En el Salmo responsorial se ha proclamado: «Su amor es para siempre» (117/118,2). Es verdad, la misericordia de Dios es eterna; no termina, no se agota, no se rinde ante la adversidad y no se cansa jamás. En este “para siempre” encontramos consuelo en los momentos de prueba y de debilidad, porque estamos seguros que Dios no nos abandona. Él permanece con nosotros para siempre. Le agradecemos su amor tan inmenso, que no podemos comprender. ¡Es tan grande! Pidamos la gracia de no cansarnos nunca de acudir a la misericordia del Padre y de llevarla al mundo; pidamos ser nosotros mismos misericordiosos, para difundir en todas partes la fuerza del Evangelio, para escribir aquellas páginas del Evangelio que el Apóstol Juan no ha escrito.

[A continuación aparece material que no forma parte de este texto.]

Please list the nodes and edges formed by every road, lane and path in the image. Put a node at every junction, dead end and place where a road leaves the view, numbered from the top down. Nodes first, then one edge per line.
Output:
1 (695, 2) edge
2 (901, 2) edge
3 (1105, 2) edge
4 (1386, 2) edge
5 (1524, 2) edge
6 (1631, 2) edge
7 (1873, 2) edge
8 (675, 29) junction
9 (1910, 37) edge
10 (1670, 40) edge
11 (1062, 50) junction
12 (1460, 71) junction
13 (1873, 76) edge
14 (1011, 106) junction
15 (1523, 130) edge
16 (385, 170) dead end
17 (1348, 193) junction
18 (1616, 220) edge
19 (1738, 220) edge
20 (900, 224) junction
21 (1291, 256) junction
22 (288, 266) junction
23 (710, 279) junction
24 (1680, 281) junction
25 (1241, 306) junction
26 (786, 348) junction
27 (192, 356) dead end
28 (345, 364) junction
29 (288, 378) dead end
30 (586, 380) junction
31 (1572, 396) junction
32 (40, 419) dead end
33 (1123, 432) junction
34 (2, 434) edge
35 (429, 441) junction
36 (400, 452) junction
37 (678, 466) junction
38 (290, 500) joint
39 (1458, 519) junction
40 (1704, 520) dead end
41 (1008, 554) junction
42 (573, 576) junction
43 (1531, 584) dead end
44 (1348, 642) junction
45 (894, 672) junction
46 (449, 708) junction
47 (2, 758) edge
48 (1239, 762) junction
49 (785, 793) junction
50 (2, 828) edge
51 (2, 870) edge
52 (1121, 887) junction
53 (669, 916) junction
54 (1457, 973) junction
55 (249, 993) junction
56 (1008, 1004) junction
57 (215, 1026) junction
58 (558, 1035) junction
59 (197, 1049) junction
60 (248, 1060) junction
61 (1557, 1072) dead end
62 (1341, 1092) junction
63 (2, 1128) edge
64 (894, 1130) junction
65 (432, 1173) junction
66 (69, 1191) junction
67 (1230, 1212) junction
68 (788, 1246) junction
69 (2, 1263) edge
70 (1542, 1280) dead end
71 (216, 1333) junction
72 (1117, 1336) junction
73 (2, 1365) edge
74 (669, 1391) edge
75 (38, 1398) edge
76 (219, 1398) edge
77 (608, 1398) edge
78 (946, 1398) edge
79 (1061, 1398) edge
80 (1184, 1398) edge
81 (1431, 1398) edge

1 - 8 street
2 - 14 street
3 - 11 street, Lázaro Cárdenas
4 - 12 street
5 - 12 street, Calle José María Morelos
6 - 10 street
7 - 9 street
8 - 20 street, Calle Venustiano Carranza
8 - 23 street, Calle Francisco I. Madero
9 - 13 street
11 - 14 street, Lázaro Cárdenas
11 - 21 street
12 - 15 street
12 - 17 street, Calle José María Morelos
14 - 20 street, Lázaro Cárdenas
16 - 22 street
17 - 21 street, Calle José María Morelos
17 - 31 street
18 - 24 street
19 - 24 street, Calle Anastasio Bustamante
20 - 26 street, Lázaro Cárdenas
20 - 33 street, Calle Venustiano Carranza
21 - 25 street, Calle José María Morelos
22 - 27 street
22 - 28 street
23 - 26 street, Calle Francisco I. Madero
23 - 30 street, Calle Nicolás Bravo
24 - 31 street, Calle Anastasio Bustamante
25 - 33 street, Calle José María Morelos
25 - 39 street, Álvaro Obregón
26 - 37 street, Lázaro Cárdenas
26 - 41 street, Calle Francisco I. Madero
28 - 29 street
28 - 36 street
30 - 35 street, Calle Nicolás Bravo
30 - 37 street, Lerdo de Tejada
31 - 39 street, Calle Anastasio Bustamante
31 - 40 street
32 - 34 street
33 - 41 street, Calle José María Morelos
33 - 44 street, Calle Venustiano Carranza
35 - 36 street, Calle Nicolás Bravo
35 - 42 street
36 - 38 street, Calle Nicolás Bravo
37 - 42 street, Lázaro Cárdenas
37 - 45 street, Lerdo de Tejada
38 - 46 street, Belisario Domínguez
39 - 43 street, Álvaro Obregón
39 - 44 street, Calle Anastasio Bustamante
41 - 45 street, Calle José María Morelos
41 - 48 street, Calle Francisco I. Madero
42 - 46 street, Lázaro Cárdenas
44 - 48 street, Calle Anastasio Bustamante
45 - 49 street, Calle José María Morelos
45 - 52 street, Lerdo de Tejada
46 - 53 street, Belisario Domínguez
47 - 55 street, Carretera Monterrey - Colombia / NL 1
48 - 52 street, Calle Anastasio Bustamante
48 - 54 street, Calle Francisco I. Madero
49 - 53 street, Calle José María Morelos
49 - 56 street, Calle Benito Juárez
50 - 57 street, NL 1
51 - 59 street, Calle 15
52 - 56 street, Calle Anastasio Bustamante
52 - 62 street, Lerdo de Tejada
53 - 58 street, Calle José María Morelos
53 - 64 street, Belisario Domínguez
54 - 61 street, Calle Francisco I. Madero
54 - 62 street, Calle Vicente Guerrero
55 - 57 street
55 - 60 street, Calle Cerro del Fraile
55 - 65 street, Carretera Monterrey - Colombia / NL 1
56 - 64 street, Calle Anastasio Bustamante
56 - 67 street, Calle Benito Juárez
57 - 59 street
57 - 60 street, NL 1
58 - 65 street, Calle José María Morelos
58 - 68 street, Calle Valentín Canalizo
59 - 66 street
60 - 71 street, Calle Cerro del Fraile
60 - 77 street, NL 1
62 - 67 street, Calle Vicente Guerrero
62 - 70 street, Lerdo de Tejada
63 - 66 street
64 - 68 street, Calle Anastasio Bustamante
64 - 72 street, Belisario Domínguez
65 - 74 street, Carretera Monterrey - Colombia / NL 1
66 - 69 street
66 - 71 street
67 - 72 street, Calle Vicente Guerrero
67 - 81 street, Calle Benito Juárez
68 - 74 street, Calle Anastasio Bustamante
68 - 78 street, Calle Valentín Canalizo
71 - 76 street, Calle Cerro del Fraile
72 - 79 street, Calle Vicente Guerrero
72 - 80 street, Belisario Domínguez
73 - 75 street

Posteriormente, el Santo padre rezó el Regina Coeli:

En este día, que es como el corazón del Año Santo de la Misericordia, mi pensamiento se dirige a todos los pueblos que tienen tanta sed de reconciliación y de paz. Pienso, de manera particular, en el drama de quien padece las consecuencias de la violencia en Ucraina: en aquellos que permanecen en las tierras transtornadas por las hostilidades que han causado ya varios miles de muertos, y en aquellos – más de un millón – que han sido empujados a abandonarlas por la grave situación que continúa. Las víctimas implicadas son sobre todo ancianos y niños. Además de acompañarlos con mi constante pensamiento y con mi oración, he decidido promover una acción de apoyo humanitario a su favor. Con tal fin tendrá lugar una colecta especial en todas las iglesias católicas de Europa el próximo domingo 24 de abril. Invito a los fieles a unirse con una generosa contribución a esta iniciativa del Papa. Este gesto de caridad, además de aliviar los sufrimientos materiales, quiere expresar a Ucrania mi personal cercanía y solidaridad y la de la entera Iglesia. Deseo vivamente que esto pueda ayudar a promover sin posteriores retrasos la paz y el respeto al derecho en aquella tierra tan probada.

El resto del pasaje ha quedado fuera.